Salvage Concurrent Chemo-radiation Therapy for Loco-regional Recurrence Following Curative Surgery of Non-small Cell Lung Cancer
- Author:
Kyung Hwa LEE
1
;
Yong Chan AHN
;
Hongryull PYO
;
Jae Myoung NOH
;
Seung Gyu PARK
;
Tae Gyu KIM
;
Eonju LEE
;
Heerim NAM
;
Hyebin LEE
;
Jong Mu SUN
;
Jin Seok AHN
;
Myung Ju AHN
;
Keunchil PARK
Author Information
- Publication Type:Original Article
- Keywords: Non-small cell lung carcinoma; Loco-regional recurrence; Salvage concurrent chemo-radiation therapy
- MeSH: Carcinoma, Non-Small-Cell Lung; Disease-Free Survival; Drug Therapy; Esophagitis; Follow-Up Studies; Humans; Multivariate Analysis; Neoplasm Metastasis; Pneumonia; Recurrence
- From:Cancer Research and Treatment 2019;51(2):769-776
- CountryRepublic of Korea
- Language:English
- Abstract: PURPOSE: This study is to report clinical outcomes of salvage concurrent chemo-radiation therapy (CCRT) in treating patients with loco-regional recurrence (LRR) following initial complete resection of non-small cell lung cancer. MATERIALS AND METHODS: Between February 2004 and December 2016, 127 patients underwent salvage CCRT for LRR. The median radiation therapy (RT) dose was 66 Gy and clinical target volume was to cover recurrent lesion with margin without elective inclusion of regional lymphatics.
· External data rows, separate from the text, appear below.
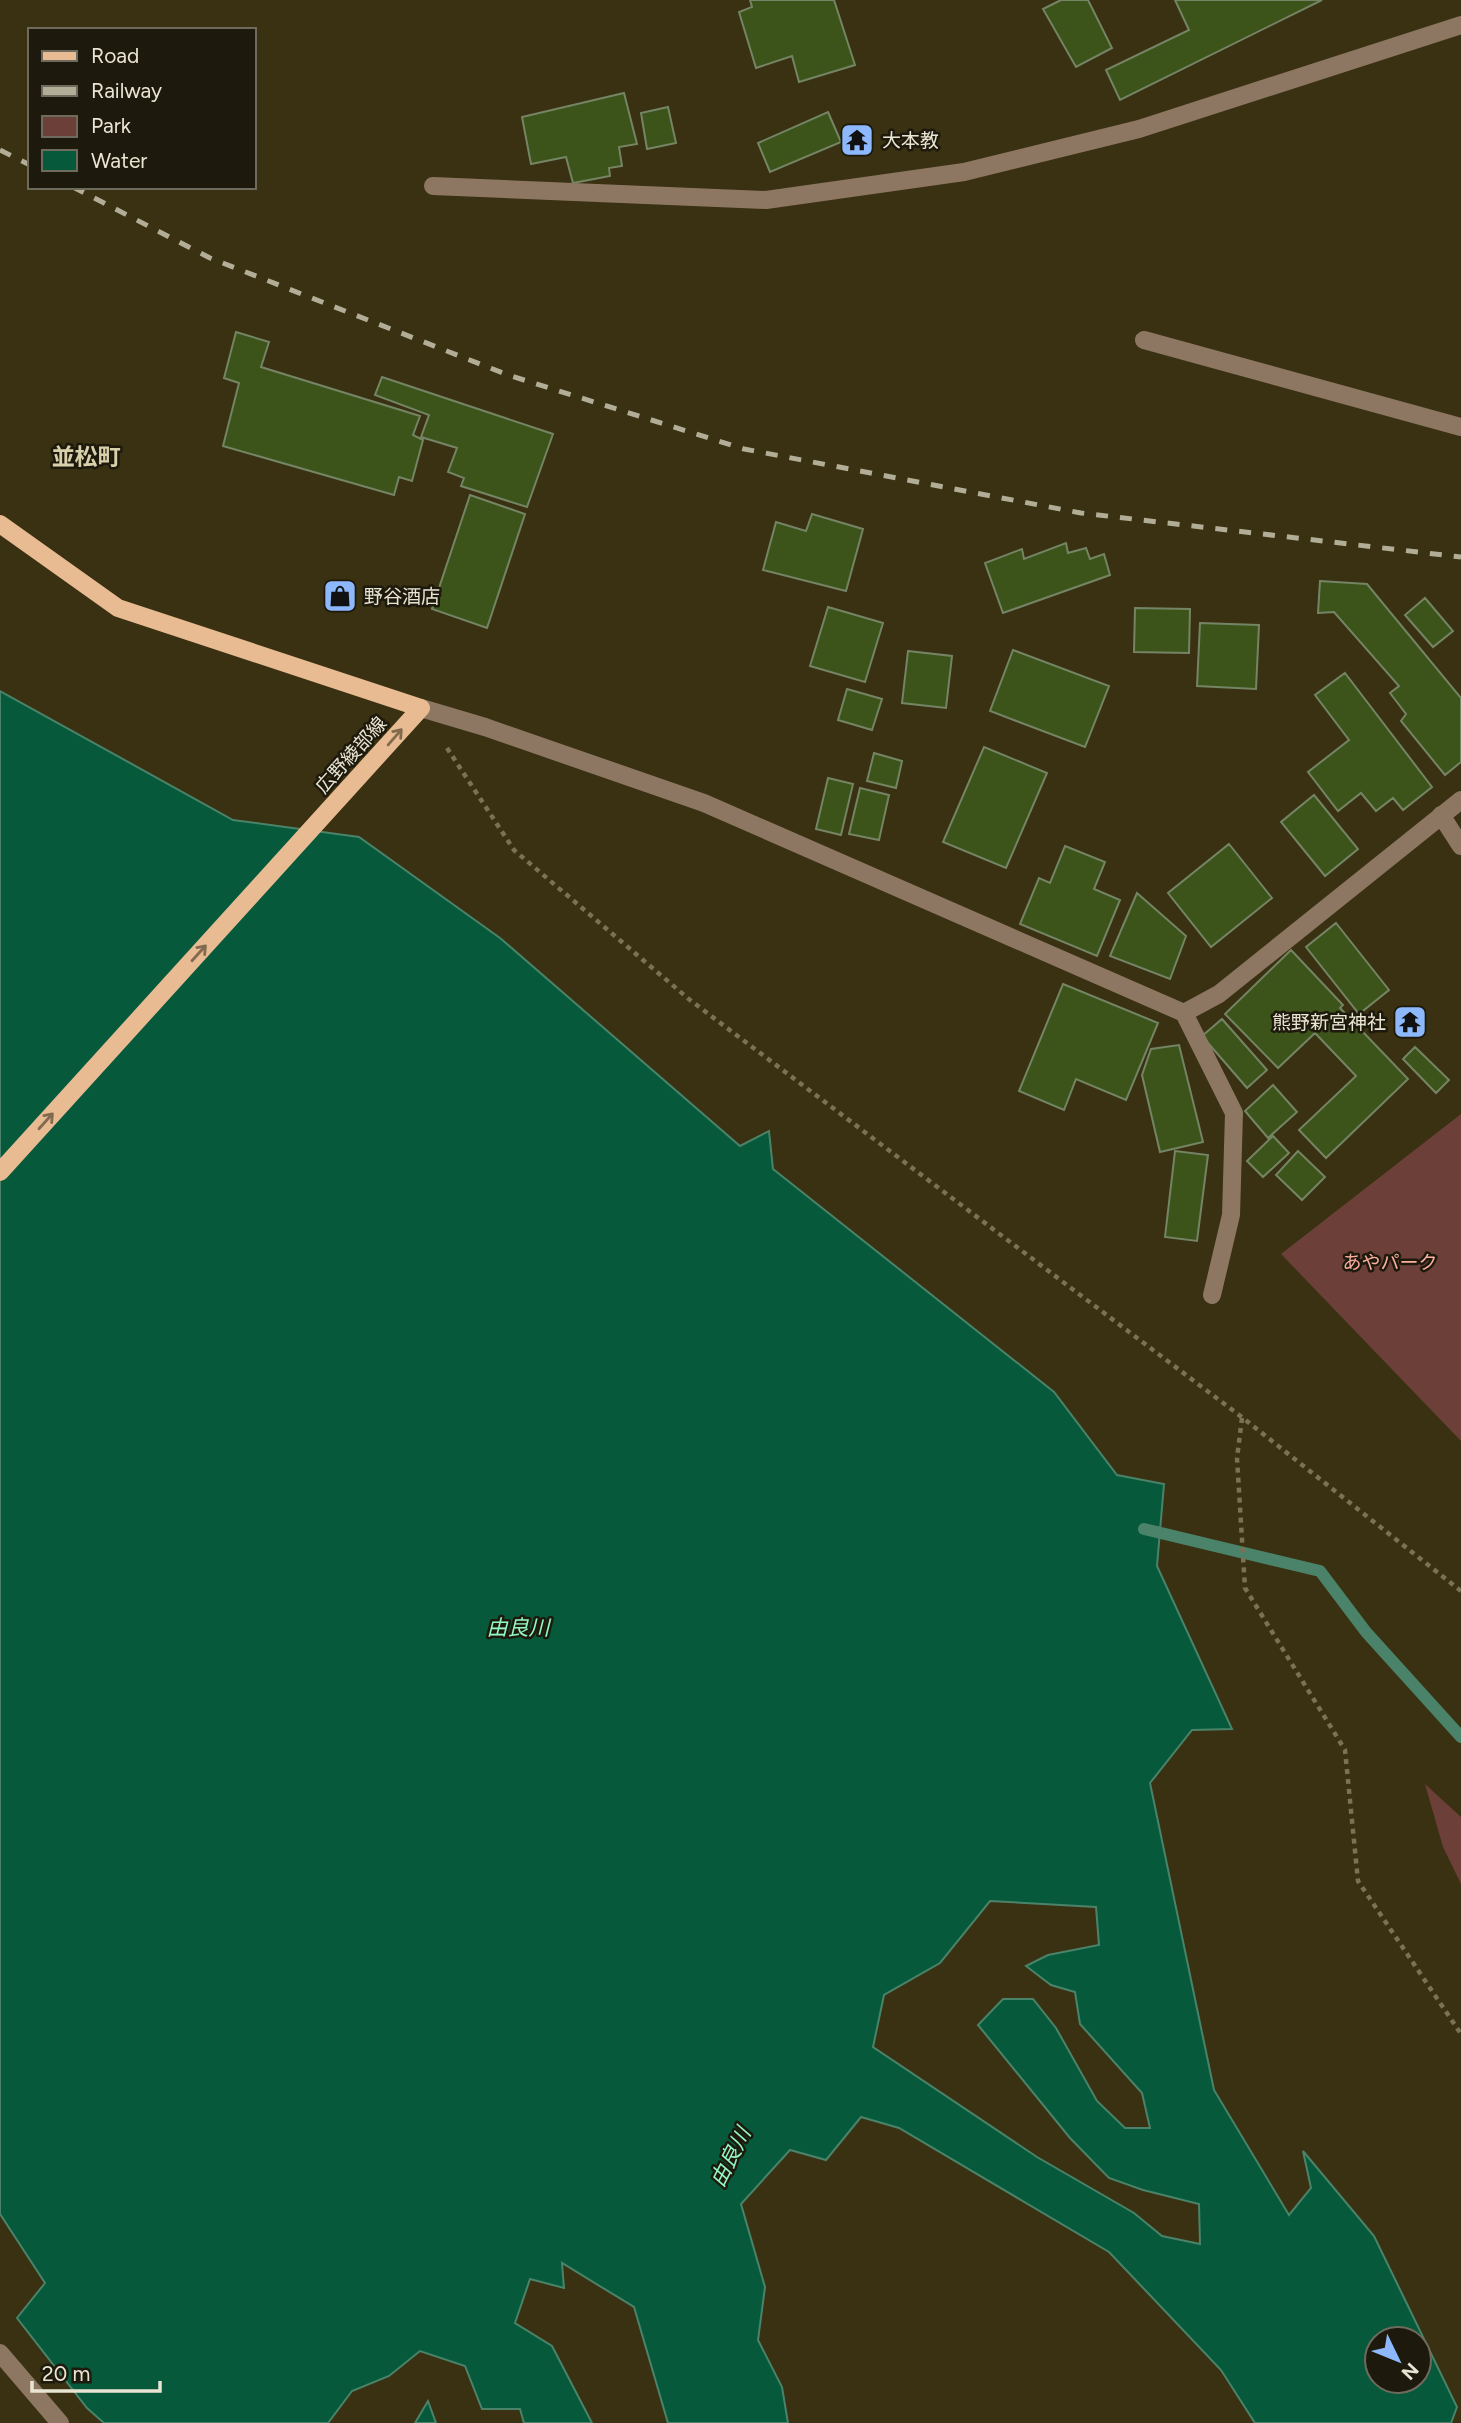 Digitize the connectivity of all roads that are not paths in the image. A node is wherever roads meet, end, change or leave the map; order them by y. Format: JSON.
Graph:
{"nodes":[{"id":1,"x":1461,"y":25,"type":"edge"},
{"id":2,"x":433,"y":186,"type":"dead end"},
{"id":3,"x":1144,"y":340,"type":"dead end"},
{"id":4,"x":1461,"y":427,"type":"edge"},
{"id":5,"x":0,"y":524,"type":"edge"},
{"id":6,"x":421,"y":708,"type":"junction"},
{"id":7,"x":1461,"y":800,"type":"edge"},
{"id":8,"x":1441,"y":815,"type":"junction"},
{"id":9,"x":1461,"y":846,"type":"edge"},
{"id":10,"x":1184,"y":1013,"type":"junction"},
{"id":11,"x":0,"y":1172,"type":"edge"},
{"id":12,"x":1212,"y":1295,"type":"dead end"},
{"id":13,"x":0,"y":2353,"type":"edge"},
{"id":14,"x":60,"y":2423,"type":"edge"}],
"edges":[{"from":1,"to":2,"type":"street"},
{"from":3,"to":4,"type":"street"},
{"from":5,"to":6,"type":"main road","name":"広野綾部線"},
{"from":6,"to":10,"type":"street"},
{"from":11,"to":6,"type":"main road","name":"広野綾部線","one_way":true},
{"from":7,"to":8,"type":"street"},
{"from":8,"to":9,"type":"street"},
{"from":8,"to":10,"type":"street"},
{"from":10,"to":12,"type":"street"},
{"from":13,"to":14,"type":"street"}]}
Majority of patients (94.5%) received weekly platinum-based doublet chemotherapy during RT course. RESULTS: The median follow-up time from the start of CCRT was 25 months. The median survival duration was 49 months, and overall survival (OS) rates at 2 and 5 years were 72.9% and 43.9%. The 2- and 5-year rates of in-field failure-free survival, distant metastasis free survival, and progression free survival were 82.4% and 73.8%, 50.4% and 39.9%, and 34.6% and 22.3%, respectively. Grade ≥ 3 radiation-related esophagitis and pneumonitis occurred in 14 (11.0%) and six patients (4.7%), respectively. On both univariate and multivariate analysis, higher biologically equivalent dose (BED₁₀) (≥ 79.2 Gy₁₀ vs. < 79.2 Gy₁₀; hazard ratio [HR], 0.431), smaller CTV (≤ 80 cm³ vs. > 80 cm³; HR, 0.403), and longer disease-free interval (> 1 year vs. ≤ 1 year; HR, 0.489) were significantly favorable factors for OS. CONCLUSION: The current study has demonstrated that high dose salvage CCRT focused to the involved lesion only was highly effective and safe. In particular, higher BED₁₀, smaller CTV, and longer disease-free interval were favorable factors for improved survival.